=== What is needed ===
In your reply, write out the records exactly, each line intact.

(Stored items)
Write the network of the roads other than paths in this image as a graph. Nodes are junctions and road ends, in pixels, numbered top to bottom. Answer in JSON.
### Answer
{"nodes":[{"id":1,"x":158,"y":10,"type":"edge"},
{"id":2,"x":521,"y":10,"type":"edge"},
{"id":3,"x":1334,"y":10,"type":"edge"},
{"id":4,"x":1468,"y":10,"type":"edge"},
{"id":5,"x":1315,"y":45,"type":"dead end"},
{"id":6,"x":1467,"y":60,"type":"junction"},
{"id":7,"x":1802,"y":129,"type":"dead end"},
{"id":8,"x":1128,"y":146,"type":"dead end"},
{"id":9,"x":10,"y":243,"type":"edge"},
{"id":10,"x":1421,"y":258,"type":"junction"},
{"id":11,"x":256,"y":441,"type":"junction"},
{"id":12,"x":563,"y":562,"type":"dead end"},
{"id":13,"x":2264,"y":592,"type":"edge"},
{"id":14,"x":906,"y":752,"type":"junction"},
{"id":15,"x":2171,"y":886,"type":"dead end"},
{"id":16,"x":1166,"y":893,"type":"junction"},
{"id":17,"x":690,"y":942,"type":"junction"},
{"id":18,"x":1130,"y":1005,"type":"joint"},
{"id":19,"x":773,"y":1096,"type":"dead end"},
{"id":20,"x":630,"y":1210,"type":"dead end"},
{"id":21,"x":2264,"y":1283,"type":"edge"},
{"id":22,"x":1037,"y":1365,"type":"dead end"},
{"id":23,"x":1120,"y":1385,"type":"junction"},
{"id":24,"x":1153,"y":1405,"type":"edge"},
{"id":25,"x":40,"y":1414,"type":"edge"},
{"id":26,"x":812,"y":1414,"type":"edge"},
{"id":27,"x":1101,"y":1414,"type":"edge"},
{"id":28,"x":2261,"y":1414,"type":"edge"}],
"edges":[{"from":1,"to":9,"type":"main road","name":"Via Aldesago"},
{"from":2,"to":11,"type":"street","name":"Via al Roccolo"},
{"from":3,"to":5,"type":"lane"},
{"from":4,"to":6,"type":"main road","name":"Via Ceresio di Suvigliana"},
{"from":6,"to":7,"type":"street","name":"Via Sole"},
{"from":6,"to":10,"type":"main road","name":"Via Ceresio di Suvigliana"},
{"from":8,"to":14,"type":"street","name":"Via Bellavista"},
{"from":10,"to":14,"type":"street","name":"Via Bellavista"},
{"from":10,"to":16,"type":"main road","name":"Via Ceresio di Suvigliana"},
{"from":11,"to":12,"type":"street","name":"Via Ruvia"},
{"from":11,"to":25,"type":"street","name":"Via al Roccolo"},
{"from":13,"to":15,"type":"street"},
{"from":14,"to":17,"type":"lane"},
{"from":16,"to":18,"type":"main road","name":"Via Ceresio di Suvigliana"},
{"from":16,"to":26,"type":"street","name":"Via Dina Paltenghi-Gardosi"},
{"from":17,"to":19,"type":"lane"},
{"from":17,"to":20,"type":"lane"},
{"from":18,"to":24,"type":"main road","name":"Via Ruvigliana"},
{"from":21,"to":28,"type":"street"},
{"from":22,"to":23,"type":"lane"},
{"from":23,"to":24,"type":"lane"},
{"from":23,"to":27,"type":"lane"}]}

=== Output of the task ===
Write the network of the roads other than paths in this image as a graph. Nodes are junctions and road ends, in pixels, numbered top to bottom. Answer in JSON.
### Answer
{"nodes":[{"id":1,"x":158,"y":10,"type":"edge"},
{"id":2,"x":521,"y":10,"type":"edge"},
{"id":3,"x":1334,"y":10,"type":"edge"},
{"id":4,"x":1468,"y":10,"type":"edge"},
{"id":5,"x":1315,"y":45,"type":"dead end"},
{"id":6,"x":1467,"y":60,"type":"junction"},
{"id":7,"x":1802,"y":129,"type":"dead end"},
{"id":8,"x":1128,"y":146,"type":"dead end"},
{"id":9,"x":10,"y":243,"type":"edge"},
{"id":10,"x":1421,"y":258,"type":"junction"},
{"id":11,"x":256,"y":441,"type":"junction"},
{"id":12,"x":563,"y":562,"type":"dead end"},
{"id":13,"x":2264,"y":592,"type":"edge"},
{"id":14,"x":906,"y":752,"type":"junction"},
{"id":15,"x":2171,"y":886,"type":"dead end"},
{"id":16,"x":1166,"y":893,"type":"junction"},
{"id":17,"x":690,"y":942,"type":"junction"},
{"id":18,"x":1130,"y":1005,"type":"joint"},
{"id":19,"x":773,"y":1096,"type":"dead end"},
{"id":20,"x":630,"y":1210,"type":"dead end"},
{"id":21,"x":2264,"y":1283,"type":"edge"},
{"id":22,"x":1037,"y":1365,"type":"dead end"},
{"id":23,"x":1120,"y":1385,"type":"junction"},
{"id":24,"x":1153,"y":1405,"type":"edge"},
{"id":25,"x":40,"y":1414,"type":"edge"},
{"id":26,"x":812,"y":1414,"type":"edge"},
{"id":27,"x":1101,"y":1414,"type":"edge"},
{"id":28,"x":2261,"y":1414,"type":"edge"}],
"edges":[{"from":1,"to":9,"type":"main road","name":"Via Aldesago"},
{"from":2,"to":11,"type":"street","name":"Via al Roccolo"},
{"from":3,"to":5,"type":"lane"},
{"from":4,"to":6,"type":"main road","name":"Via Ceresio di Suvigliana"},
{"from":6,"to":7,"type":"street","name":"Via Sole"},
{"from":6,"to":10,"type":"main road","name":"Via Ceresio di Suvigliana"},
{"from":8,"to":14,"type":"street","name":"Via Bellavista"},
{"from":10,"to":14,"type":"street","name":"Via Bellavista"},
{"from":10,"to":16,"type":"main road","name":"Via Ceresio di Suvigliana"},
{"from":11,"to":12,"type":"street","name":"Via Ruvia"},
{"from":11,"to":25,"type":"street","name":"Via al Roccolo"},
{"from":13,"to":15,"type":"street"},
{"from":14,"to":17,"type":"lane"},
{"from":16,"to":18,"type":"main road","name":"Via Ceresio di Suvigliana"},
{"from":16,"to":26,"type":"street","name":"Via Dina Paltenghi-Gardosi"},
{"from":17,"to":19,"type":"lane"},
{"from":17,"to":20,"type":"lane"},
{"from":18,"to":24,"type":"main road","name":"Via Ruvigliana"},
{"from":21,"to":28,"type":"street"},
{"from":22,"to":23,"type":"lane"},
{"from":23,"to":24,"type":"lane"},
{"from":23,"to":27,"type":"lane"}]}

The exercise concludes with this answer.